In 2007, the transmitter was moved into a steel shed next to the transmitting antenna. Having been made redundant, the original transmitter building fell into disrepair. While there was an effort by a local heritage committee in Watrous to preserve the building as an historic site, the high cost of removing dangerous interior materials such as asbestos and lead paint made this unfeasible, and the CBC decided to demolish the building in the summer of 2015. Before demolition, the heritage committee salvaged components and artifacts for preservation. A 2019 revitalization plan for the communities of Watrous and Manitou Beach called for potentially building a replica of the building at some point in the future.

==Local programming==
CBK and its repeater stations air several local shows, in addition to CBC network programming. Weekdays begin with The Morning Edition. At noon, Blue Sky is heard and in afternoon drive time, The 306 is broadcast. Saturday and Sunday mornings, Saskatchewan Weekend airs.
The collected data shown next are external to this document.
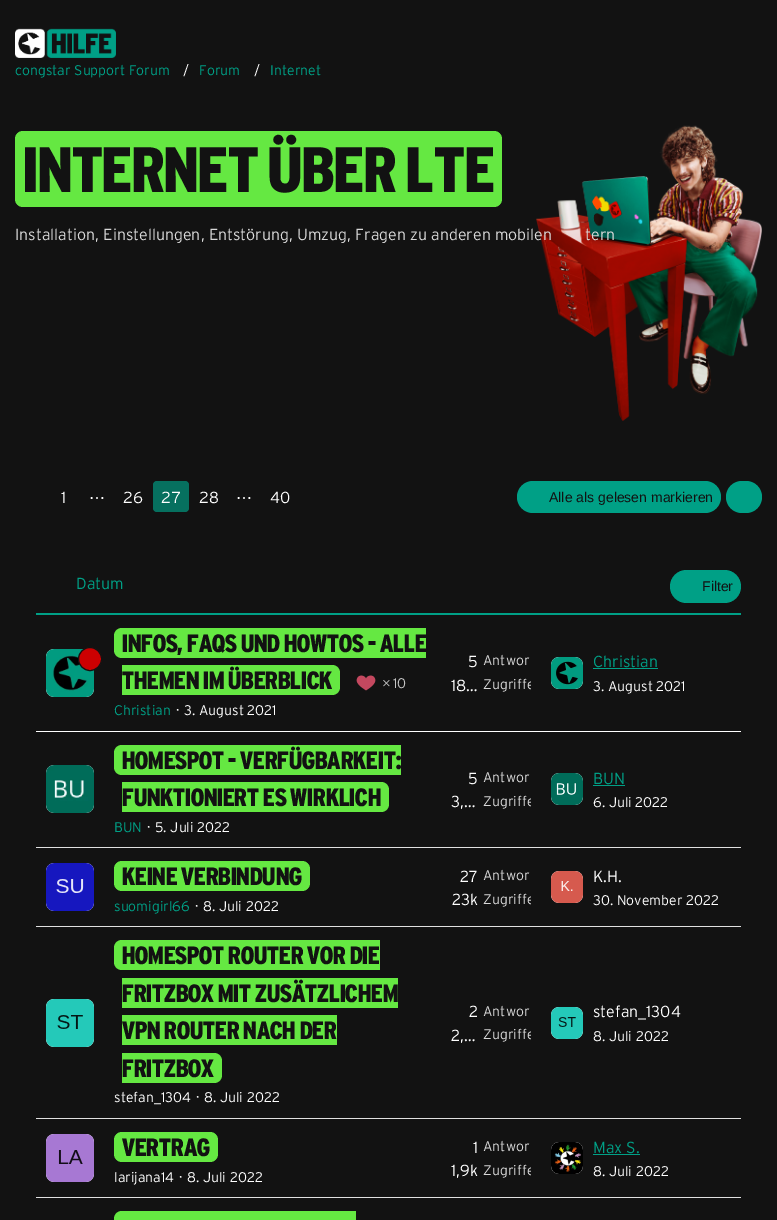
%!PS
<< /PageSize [777 1220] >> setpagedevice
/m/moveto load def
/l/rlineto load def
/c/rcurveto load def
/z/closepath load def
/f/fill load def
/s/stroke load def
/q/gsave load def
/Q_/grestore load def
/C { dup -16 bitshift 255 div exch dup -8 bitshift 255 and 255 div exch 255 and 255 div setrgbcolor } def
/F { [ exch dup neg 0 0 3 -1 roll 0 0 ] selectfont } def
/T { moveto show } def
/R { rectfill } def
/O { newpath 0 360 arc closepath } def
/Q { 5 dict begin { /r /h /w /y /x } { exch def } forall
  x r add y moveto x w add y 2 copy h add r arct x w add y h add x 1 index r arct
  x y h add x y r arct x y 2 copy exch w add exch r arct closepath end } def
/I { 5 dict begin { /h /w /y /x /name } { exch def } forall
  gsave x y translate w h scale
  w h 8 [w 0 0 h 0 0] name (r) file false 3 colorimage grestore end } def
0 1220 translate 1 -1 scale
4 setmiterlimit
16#121212 C
0 0 777 1220 R
(1.rgb) 15 28 101 30 I
/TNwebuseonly-Light 14 F
16#00A086 C
(congstar Support Forum) 15 75 T
16#FFFFFF C
(/) 183 75 T
16#00A086 C
(Forum) 199 75 T
16#FFFFFF C
(/) 254 75 T
16#00A086 C
(Internet) 270 75 T
(2.rgb) 536 125 226 296 I
16#65E842 C
15 131 487 76 8 Q f
/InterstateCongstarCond-Black 64 F
16#121212 C
(INTERNET ÜBER LTE) 23 192 T
/TNwebuseonly-Light 16 F
16#D8D8D8 C
(Installation, Einstellungen, Entstörung, Umzug, Fragen zu anderen mobilen) 15 240 T
(tern) 585 240 T
16#FFFFFF C
(1) 61 503 T
/DejaVuSans-Regular 16 F
(⋯) 89 503 T
/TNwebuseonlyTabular-Light 16 F
(26) 123 503 T
16#06705F C
153 481 36 31 4 Q f
16#FFFFFF C
(27) 161 503 T
(28) 199 503 T
/DejaVuSans-Regular 16 F
(⋯) 236 503 T
/TNwebuseonly-Light 16 F
(40) 270 503 T
16#00A086 C
517 481 204 32 16 Q f
/LiberationSans-Regular 14 F
16#121212 C
(Alle als gelesen markieren) 549 502 T
16#00A086 C
726 481 36 32 16 Q f
36 613 705 2 R
/TNwebuseonly-Light 16 F
(Datum) 76 589 T
670 570 71 33 16.5 Q f
/LiberationSans-Regular 14 F
16#121212 C
(Filter) 702 591 T
16#FFFFFF C
46 649 48 48 8 Q f
(3.rgb) 46 649 48 48 I
16#CC0001 C
90 659 11.5 O q f Q_
16#121212 C
s
16#65E842 C
122 628 m 304 0 l 0 30 l -304 0 l -4.5 0 -8 -3.5 -8 -8 c 0 -14 l 0 -4.5 3.5 -8 8 -8 c z f
/InterstateCongstarCond-Black 25 F
16#121212 C
(INFOS, FAQS UND HOWTOS - ALLE) 122 652 T
16#65E842 C
122 665 m 210 0 l 4.5 0 8 3.5 8 8 c 0 14 l 0 4.5 -3.5 8 -8 8 c -210 0 l z f
16#121212 C
(THEMEN IM ÜBERBLICK) 122 689 T
(4.rgb) 356 675 20 16 I
/TNwebuseonly-Light 14 F
16#C4C4C4 C
(×) 382 688 T
(10) 393 688 T
16#00A086 C
(Christian) 114 715 T
16#FFFFFF C
(·) 176 715 T
(3. August 2021) 184 715 T
/TNwebuseonly-Light 16 F
(5) 468 667 T
/TNwebuseonly-Light 14 F
16#D8D8D8 C
(Antwor) 483 665 T
/TNwebuseonly-Light 16 F
16#FFFFFF C
(18…) 451 691 T
q
483 674 48 21 rectclip
/TNwebuseonly-Light 14 F
16#D8D8D8 C
(Zugriffe) 483 689 T
Q_
551 657 32 32 8 Q f
(5.rgb) 551 657 32 32 I
16#00A086 C
(Christian) 593 667 T
593 668 65 1 R
/TNwebuseonly-Light 14 F
16#FFFFFF C
(3. August 2021) 593 691 T
36 731 705 1 R
46 765 48 48 8 Q f
(6.rgb) 46 765 48 48 I
16#65E842 C
122 745 m 279 0 l 0 30 l -279 0 l -4.5 0 -8 -3.5 -8 -8 c 0 -14 l 0 -4.5 3.5 -8 8 -8 c z f
/InterstateCongstarCond-Black 25 F
16#121212 C
(HOMESPOT - VERFÜGBARKEIT:) 122 769 T
16#65E842 C
122 782 m 259 0 l 4.5 0 8 3.5 8 8 c 0 14 l 0 4.5 -3.5 8 -8 8 c -259 0 l z f
16#121212 C
(FUNKTIONIERT ES WIRKLICH) 122 806 T
/TNwebuseonly-Light 14 F
16#00A086 C
(BUN) 114 832 T
16#FFFFFF C
(·) 147 832 T
(5. Juli 2022) 155 832 T
/TNwebuseonly-Light 16 F
(5) 468 784 T
/TNwebuseonly-Light 14 F
16#D8D8D8 C
(Antwor) 483 782 T
/TNwebuseonly-Light 16 F
16#FFFFFF C
(3,…) 451 807 T
q
483 791 48 21 rectclip
/TNwebuseonly-Light 14 F
16#D8D8D8 C
(Zugriffe) 483 806 T
Q_
551 773 32 32 8 Q f
(7.rgb) 551 773 32 32 I
16#00A086 C
(BUN) 593 784 T
593 785 32 1 R
/TNwebuseonly-Light 14 F
16#FFFFFF C
(6. Juli 2022) 593 807 T
16#E0E0E0 C
36 847 705 1 R
16#FFFFFF C
46 863 48 48 8 Q f
(8.rgb) 46 863 48 48 I
16#65E842 C
114 861 196 30 8 Q f
/InterstateCongstarCond-Black 25 F
16#121212 C
(KEINE VERBINDUNG) 122 885 T
/TNwebuseonly-Light 14 F
16#00A086 C
(suomigirl66) 114 911 T
16#FFFFFF C
(·) 195 911 T
(8. Juli 2022) 203 911 T
/TNwebuseonly-Light 16 F
(27) 460 882 T
/TNwebuseonly-Light 14 F
16#D8D8D8 C
(Antwor) 483 880 T
/TNwebuseonly-Light 16 F
16#FFFFFF C
(23k) 452 905 T
q
483 889 48 21 rectclip
/TNwebuseonly-Light 14 F
16#D8D8D8 C
(Zugriffe) 483 904 T
Q_
551 871 32 32 8 Q f
(9.rgb) 551 871 32 32 I
(K.H.) 593 882 T
/TNwebuseonly-Light 14 F
(30. November 2022) 593 905 T
16#E0E0E0 C
36 926 705 1 R
16#FFFFFF C
46 999 48 48 8 Q f
(10.rgb) 46 999 48 48 I
16#65E842 C
122 940 m 258 0 l 0 30 l -258 0 l -4.5 0 -8 -3.5 -8 -8 c 0 -14 l 0 -4.5 3.5 -8 8 -8 c z f
/InterstateCongstarCond-Black 25 F
16#121212 C
(HOMESPOT ROUTER VOR DIE) 122 964 T
16#65E842 C
122 978 276 30 R
16#121212 C
(FRITZBOX MIT ZUSÄTZLICHEM) 122 1002 T
16#65E842 C
122 1015 215 30 R
16#121212 C
(VPN ROUTER NACH DER) 122 1039 T
16#65E842 C
122 1053 m 92 0 l 4.5 0 8 3.5 8 8 c 0 14 l 0 4.5 -3.5 8 -8 8 c -92 0 l z f
16#121212 C
(FRITZBOX) 122 1077 T
/TNwebuseonly-Light 14 F
16#FFFFFF C
(stefan_1304) 114 1102 T
(·) 196 1102 T
(8. Juli 2022) 204 1102 T
/TNwebuseonly-Light 16 F
(2) 469 1017 T
/TNwebuseonly-Light 14 F
16#D8D8D8 C
(Antwor) 483 1016 T
/TNwebuseonly-Light 16 F
16#FFFFFF C
(2,…) 451 1041 T
q
483 1024 48 21 rectclip
/TNwebuseonly-Light 14 F
16#D8D8D8 C
(Zugriffe) 483 1039 T
Q_
551 1007 32 32 8 Q f
(11.rgb) 551 1007 32 32 I
(stefan_1304) 593 1017 T
/TNwebuseonly-Light 14 F
(8. Juli 2022) 593 1041 T
16#E0E0E0 C
36 1118 705 1 R
16#FFFFFF C
46 1134 48 48 8 Q f
(12.rgb) 46 1134 48 48 I
16#65E842 C
114 1132 104 30 8 Q f
/InterstateCongstarCond-Black 25 F
16#121212 C
(VERTRAG) 122 1156 T
/TNwebuseonly-Light 14 F
16#FFFFFF C
(larijana14) 114 1182 T
(·) 179 1182 T
(8. Juli 2022) 187 1182 T
/TNwebuseonly-Light 16 F
(1) 473 1153 T
/TNwebuseonly-Light 14 F
16#D8D8D8 C
(Antwor) 483 1151 T
/TNwebuseonly-Light 16 F
16#FFFFFF C
(1,9k) 451 1176 T
q
483 1160 48 20 rectclip
/TNwebuseonly-Light 14 F
16#D8D8D8 C
(Zugriffe) 483 1175 T
Q_
551 1142 32 32 8 Q f
(13.rgb) 551 1142 32 32 I
16#00A086 C
(Max S.) 593 1153 T
593 1154 47 1 R
/TNwebuseonly-Light 14 F
16#FFFFFF C
(8. Juli 2022) 593 1176 T
16#E0E0E0 C
36 1197 705 1 R
16#65E842 C
122 1211 m 234 0 l 0 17 l -234 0 l -4.5 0 -8 -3.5 -8 -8 c 0 -1 l 0 -4.5 3.5 -8 8 -8 c z f
showpage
In Saskatoon, CBK-1-FM 94.1 has carried its own local morning program, Saskatoon Morning, in place of the Regina-based wake up show The Morning Edition, since 2013. It airs from the CBC's Saskatoon bureau in the Affinity Building at 100-128 4th Avenue South in downtown Saskatoon. Saskatoon Morning began streaming online on April 29, and began airing on 94.1 in September after the CBC won Canadian Radio-television and Telecommunications Commission approval to move the program over-the-air. For the rest of its broadcasting day, CBK-FM-1 carries the same programming as CBK.

==Rebroadcasters==
In 2000, the CBC opened a local FM repeater of CBK in Regina, CBKR-FM 102.5. In 2006, a Saskatoon repeater was added, CBK-1-FM 94.1. Like other Radio One stations on the AM band, CBK's main signal had long been plagued with reception problems in Regina and Saskatoon, particularly in buildings.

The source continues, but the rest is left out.